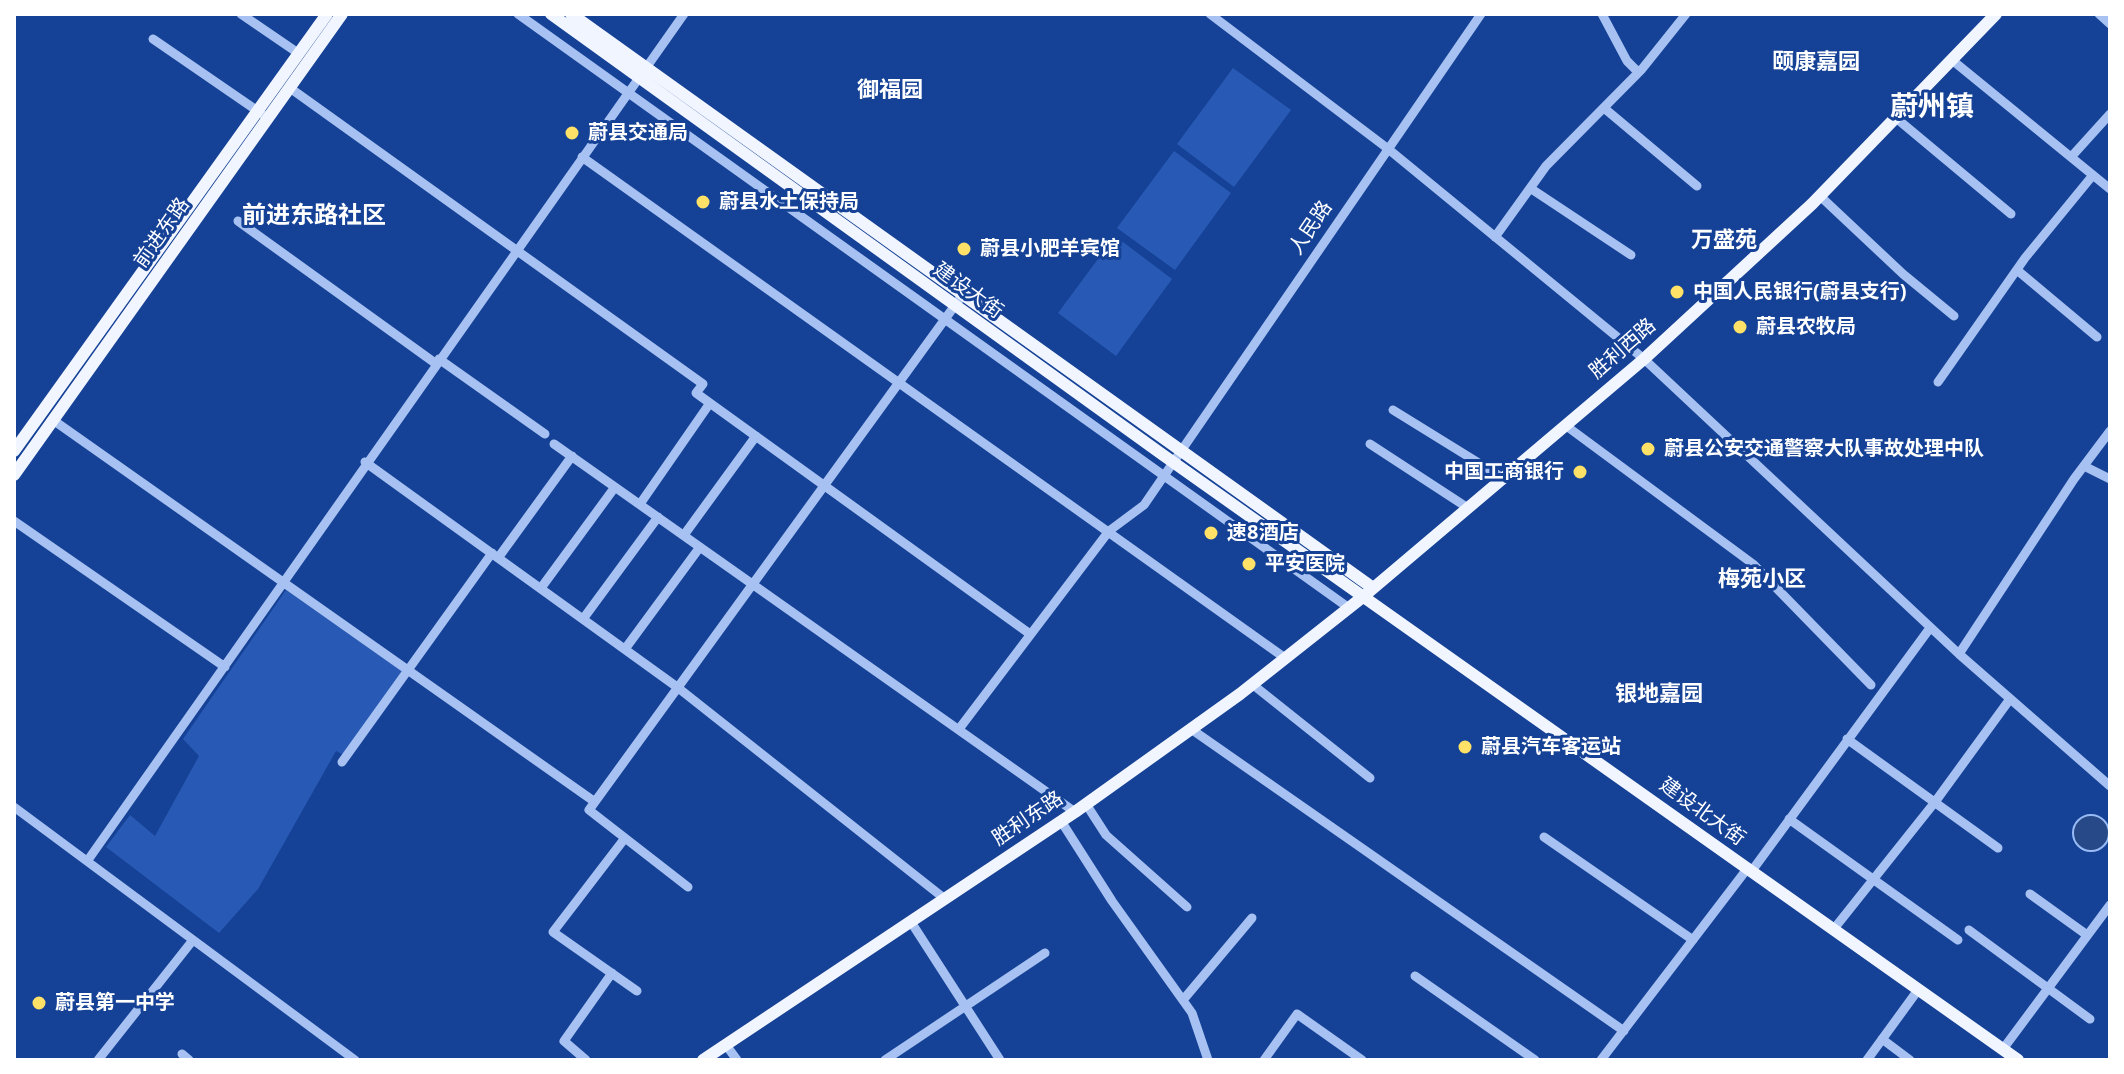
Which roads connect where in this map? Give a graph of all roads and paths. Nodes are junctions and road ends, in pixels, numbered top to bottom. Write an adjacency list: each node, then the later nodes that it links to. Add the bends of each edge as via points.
1 (241, 14): 16 (street)
2 (327, 14): 16 (main road, 前进东路)
3 (342, 14): 20 (main road, 前进东路)
4 (518, 14): 21 (street)
5 (551, 14): 18 (main road, 建设大街)
6 (571, 14): 18 (main road, 建设大街)
7 (684, 14): 18 (street)
8 (1210, 14): 26 (street)
9 (1481, 14): 26 (street, 人民路)
10 (1602, 14): 19 (street)
11 (1686, 14): 19 (street)
12 (1996, 14): 17 (main road, 胜利西路)
13 (2099, 14): 14 (street)
14 (2110, 24)
15 (153, 39): 23 (street)
16 (298, 53): 23 (main road, 前进东路)
17 (1952, 60): 25 (main road, 胜利西路); 27 (street)
18 (643, 72): 21 (street); 40 (main road, 建设大街)
19 (1638, 72): 22 (street)
20 (290, 88): 23 (main road, 前进东路); 37 (street)
21 (628, 92): 28 (street); 42 (street)
22 (1604, 108): 30 (street); 31 (street)
23 (262, 114): 50 (main road, 前进东路); 57 (main road, 前进东路)
24 (2110, 114): 27 (street)
25 (1896, 118): 33 (main road, 胜利西路); 34 (street)
26 (1387, 148): 36 (street); 59 (street, 人民路)
27 (2072, 156): 29 (street)
28 (582, 157): 37 (street); 47 (street)
29 (2093, 175): 32 (street); 39 (street)
30 (1697, 186)
31 (1530, 188): 36 (street); 38 (street)
32 (2110, 189)
33 (1820, 196): 41 (street); 44 (main road, 胜利西路)
34 (2011, 214)
35 (238, 221): 45 (street)
36 (1495, 237): 44 (street)
37 (516, 250): 45 (street); 48 (street, via 703,384 696,393)
38 (1631, 255)
39 (2017, 270): 43 (street); 46 (street)
40 (958, 302): 42 (street); 59 (main road, 建设大街)
41 (1954, 316)
42 (946, 319): 47 (street); 63 (street)
43 (2097, 337)
44 (1644, 359): 51 (main road, 胜利西路); 82 (street)
45 (437, 361): 53 (street); 60 (street)
46 (1938, 382)
47 (898, 383): 66 (street); 72 (street)
48 (710, 403): 54 (street); 68 (street)
49 (1393, 410): 64 (street)
50 (53, 420): 62 (main road, 前进东路); 76 (street)
51 (1565, 425): 64 (main road, 胜利西路); 90 (street, via 1753,564)
52 (2110, 431): 61 (street)
53 (545, 434)
54 (756, 436): 66 (street); 73 (street)
55 (554, 444): 58 (street)
56 (1370, 444): 69 (street)
57 (14, 451)
58 (572, 456): 67 (street); 75 (street)
59 (1178, 458): 63 (street, 人民路); 79 (main road, 建设大街)
60 (365, 462): 75 (street); 76 (street)
61 (2084, 466): 65 (street); 85 (street)
62 (14, 475)
63 (1165, 475): 72 (street, 人民路, via 1144,505); 80 (street)
64 (1503, 478): 69 (main road, 胜利西路)
65 (2110, 479)
66 (824, 486): 77 (street); 83 (street)
67 (615, 487): 68 (street); 78 (street)
68 (640, 504): 70 (street)
69 (1468, 508): 79 (main road, 胜利西路)
70 (658, 517): 73 (street); 81 (street)
71 (14, 521): 87 (street)
72 (1109, 531): 83 (street, 人民路); 86 (street)
73 (684, 535): 74 (street)
74 (700, 547): 77 (street); 84 (street)
75 (495, 556): 78 (street); 88 (street)
76 (285, 583): 87 (street); 88 (street)
77 (752, 583): 91 (street); 93 (street)
78 (541, 588): 81 (street)
79 (1368, 592): 80 (main road, 胜利东路); 109 (main road, 建设北大街)
80 (1349, 608): 86 (main road, 胜利东路)
81 (583, 619): 84 (street)
82 (1930, 628): 85 (street); 95 (street)
83 (1030, 634): 93 (street, 人民路)
84 (625, 649): 91 (street)
85 (1959, 654): 92 (street)
86 (1285, 658): 89 (main road, 胜利东路)
87 (225, 667): 108 (street)
88 (408, 670): 96 (street); 99 (street)
89 (1252, 684): 94 (main road, 胜利东路); 97 (street)
90 (1871, 685)
91 (677, 687): 99 (street); 113 (street)
92 (2010, 699): 98 (street); 100 (street)
93 (959, 729): 102 (street)
94 (1191, 729): 102 (main road, 胜利东路); 134 (street)
95 (1847, 739): 100 (street); 103 (street)
96 (342, 762)
97 (1370, 778)
98 (2110, 786)
99 (595, 802): 106 (street, via 589,810)
100 (1935, 802): 107 (street); 110 (street)
101 (14, 807): 108 (street)
102 (1081, 808): 104 (main road, 胜利东路); 115 (street)
103 (1789, 819): 109 (street); 110 (street)
104 (1061, 821): 113 (main road, 胜利东路); 131 (street)
105 (1544, 837): 123 (street)
106 (625, 838): 111 (street); 126 (street, via 553,932)
107 (1998, 848)
108 (88, 860): 122 (street)
109 (1749, 871): 119 (main road, 建设北大街); 123 (street)
110 (1875, 880): 119 (street); 124 (street)
111 (688, 887)
112 (2030, 894): 121 (street)
113 (945, 899): 118 (main road, 胜利东路)
114 (2110, 905): 117 (street)
115 (1187, 907)
116 (1252, 918): 131 (street)
117 (2106, 920): 121 (street)
118 (911, 922): 132 (street); 136 (main road, 胜利东路)
119 (1833, 930): 129 (main road, 建设北大街)
120 (1969, 930): 128 (street)
121 (2087, 935): 128 (street)
122 (193, 940): 138 (street); 139 (street)
123 (1693, 940): 134 (street)
124 (1958, 940)
125 (1045, 953): 132 (street)
126 (612, 973): 130 (street); 140 (street, via 564,1041)
127 (1415, 976): 148 (street)
128 (2048, 988): 133 (street); 137 (street)
129 (1918, 990): 135 (street); 137 (main road, 建设北大街)
130 (637, 991)
131 (1183, 1000): 145 (street)
132 (965, 1007): 143 (street); 144 (street)
133 (2090, 1019)
134 (1624, 1031): 149 (street)
135 (1882, 1039): 150 (street); 151 (street)
136 (726, 1045): 141 (main road, 胜利东路); 142 (street)
137 (2003, 1049): 152 (main road, 建设北大街)
138 (98, 1060)
139 (355, 1060)
140 (586, 1060)
141 (703, 1060)
142 (737, 1060)
143 (885, 1060)
144 (1000, 1060)
145 (1208, 1060)
146 (1264, 1060): 147 (street, via 1297,1014)
147 (1362, 1060)
148 (1535, 1060)
149 (1601, 1060)
150 (1867, 1060)
151 (1910, 1060)
152 (2018, 1060)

* * * * * * *

WORK ORDER.
Write out the data exactly, but not its pictures.

EXERCISE SOLUTION.
Which roads connect where in this map? Give a graph of all roads and paths. Nodes are junctions and road ends, in pixels, numbered top to bottom. Write an adjacency list: each node, then the later nodes that it links to. Add the bends of each edge as via points.
1 (241, 14): 16 (street)
2 (327, 14): 16 (main road, 前进东路)
3 (342, 14): 20 (main road, 前进东路)
4 (518, 14): 21 (street)
5 (551, 14): 18 (main road, 建设大街)
6 (571, 14): 18 (main road, 建设大街)
7 (684, 14): 18 (street)
8 (1210, 14): 26 (street)
9 (1481, 14): 26 (street, 人民路)
10 (1602, 14): 19 (street)
11 (1686, 14): 19 (street)
12 (1996, 14): 17 (main road, 胜利西路)
13 (2099, 14): 14 (street)
14 (2110, 24)
15 (153, 39): 23 (street)
16 (298, 53): 23 (main road, 前进东路)
17 (1952, 60): 25 (main road, 胜利西路); 27 (street)
18 (643, 72): 21 (street); 40 (main road, 建设大街)
19 (1638, 72): 22 (street)
20 (290, 88): 23 (main road, 前进东路); 37 (street)
21 (628, 92): 28 (street); 42 (street)
22 (1604, 108): 30 (street); 31 (street)
23 (262, 114): 50 (main road, 前进东路); 57 (main road, 前进东路)
24 (2110, 114): 27 (street)
25 (1896, 118): 33 (main road, 胜利西路); 34 (street)
26 (1387, 148): 36 (street); 59 (street, 人民路)
27 (2072, 156): 29 (street)
28 (582, 157): 37 (street); 47 (street)
29 (2093, 175): 32 (street); 39 (street)
30 (1697, 186)
31 (1530, 188): 36 (street); 38 (street)
32 (2110, 189)
33 (1820, 196): 41 (street); 44 (main road, 胜利西路)
34 (2011, 214)
35 (238, 221): 45 (street)
36 (1495, 237): 44 (street)
37 (516, 250): 45 (street); 48 (street, via 703,384 696,393)
38 (1631, 255)
39 (2017, 270): 43 (street); 46 (street)
40 (958, 302): 42 (street); 59 (main road, 建设大街)
41 (1954, 316)
42 (946, 319): 47 (street); 63 (street)
43 (2097, 337)
44 (1644, 359): 51 (main road, 胜利西路); 82 (street)
45 (437, 361): 53 (street); 60 (street)
46 (1938, 382)
47 (898, 383): 66 (street); 72 (street)
48 (710, 403): 54 (street); 68 (street)
49 (1393, 410): 64 (street)
50 (53, 420): 62 (main road, 前进东路); 76 (street)
51 (1565, 425): 64 (main road, 胜利西路); 90 (street, via 1753,564)
52 (2110, 431): 61 (street)
53 (545, 434)
54 (756, 436): 66 (street); 73 (street)
55 (554, 444): 58 (street)
56 (1370, 444): 69 (street)
57 (14, 451)
58 (572, 456): 67 (street); 75 (street)
59 (1178, 458): 63 (street, 人民路); 79 (main road, 建设大街)
60 (365, 462): 75 (street); 76 (street)
61 (2084, 466): 65 (street); 85 (street)
62 (14, 475)
63 (1165, 475): 72 (street, 人民路, via 1144,505); 80 (street)
64 (1503, 478): 69 (main road, 胜利西路)
65 (2110, 479)
66 (824, 486): 77 (street); 83 (street)
67 (615, 487): 68 (street); 78 (street)
68 (640, 504): 70 (street)
69 (1468, 508): 79 (main road, 胜利西路)
70 (658, 517): 73 (street); 81 (street)
71 (14, 521): 87 (street)
72 (1109, 531): 83 (street, 人民路); 86 (street)
73 (684, 535): 74 (street)
74 (700, 547): 77 (street); 84 (street)
75 (495, 556): 78 (street); 88 (street)
76 (285, 583): 87 (street); 88 (street)
77 (752, 583): 91 (street); 93 (street)
78 (541, 588): 81 (street)
79 (1368, 592): 80 (main road, 胜利东路); 109 (main road, 建设北大街)
80 (1349, 608): 86 (main road, 胜利东路)
81 (583, 619): 84 (street)
82 (1930, 628): 85 (street); 95 (street)
83 (1030, 634): 93 (street, 人民路)
84 (625, 649): 91 (street)
85 (1959, 654): 92 (street)
86 (1285, 658): 89 (main road, 胜利东路)
87 (225, 667): 108 (street)
88 (408, 670): 96 (street); 99 (street)
89 (1252, 684): 94 (main road, 胜利东路); 97 (street)
90 (1871, 685)
91 (677, 687): 99 (street); 113 (street)
92 (2010, 699): 98 (street); 100 (street)
93 (959, 729): 102 (street)
94 (1191, 729): 102 (main road, 胜利东路); 134 (street)
95 (1847, 739): 100 (street); 103 (street)
96 (342, 762)
97 (1370, 778)
98 (2110, 786)
99 (595, 802): 106 (street, via 589,810)
100 (1935, 802): 107 (street); 110 (street)
101 (14, 807): 108 (street)
102 (1081, 808): 104 (main road, 胜利东路); 115 (street)
103 (1789, 819): 109 (street); 110 (street)
104 (1061, 821): 113 (main road, 胜利东路); 131 (street)
105 (1544, 837): 123 (street)
106 (625, 838): 111 (street); 126 (street, via 553,932)
107 (1998, 848)
108 (88, 860): 122 (street)
109 (1749, 871): 119 (main road, 建设北大街); 123 (street)
110 (1875, 880): 119 (street); 124 (street)
111 (688, 887)
112 (2030, 894): 121 (street)
113 (945, 899): 118 (main road, 胜利东路)
114 (2110, 905): 117 (street)
115 (1187, 907)
116 (1252, 918): 131 (street)
117 (2106, 920): 121 (street)
118 (911, 922): 132 (street); 136 (main road, 胜利东路)
119 (1833, 930): 129 (main road, 建设北大街)
120 (1969, 930): 128 (street)
121 (2087, 935): 128 (street)
122 (193, 940): 138 (street); 139 (street)
123 (1693, 940): 134 (street)
124 (1958, 940)
125 (1045, 953): 132 (street)
126 (612, 973): 130 (street); 140 (street, via 564,1041)
127 (1415, 976): 148 (street)
128 (2048, 988): 133 (street); 137 (street)
129 (1918, 990): 135 (street); 137 (main road, 建设北大街)
130 (637, 991)
131 (1183, 1000): 145 (street)
132 (965, 1007): 143 (street); 144 (street)
133 (2090, 1019)
134 (1624, 1031): 149 (street)
135 (1882, 1039): 150 (street); 151 (street)
136 (726, 1045): 141 (main road, 胜利东路); 142 (street)
137 (2003, 1049): 152 (main road, 建设北大街)
138 (98, 1060)
139 (355, 1060)
140 (586, 1060)
141 (703, 1060)
142 (737, 1060)
143 (885, 1060)
144 (1000, 1060)
145 (1208, 1060)
146 (1264, 1060): 147 (street, via 1297,1014)
147 (1362, 1060)
148 (1535, 1060)
149 (1601, 1060)
150 (1867, 1060)
151 (1910, 1060)
152 (2018, 1060)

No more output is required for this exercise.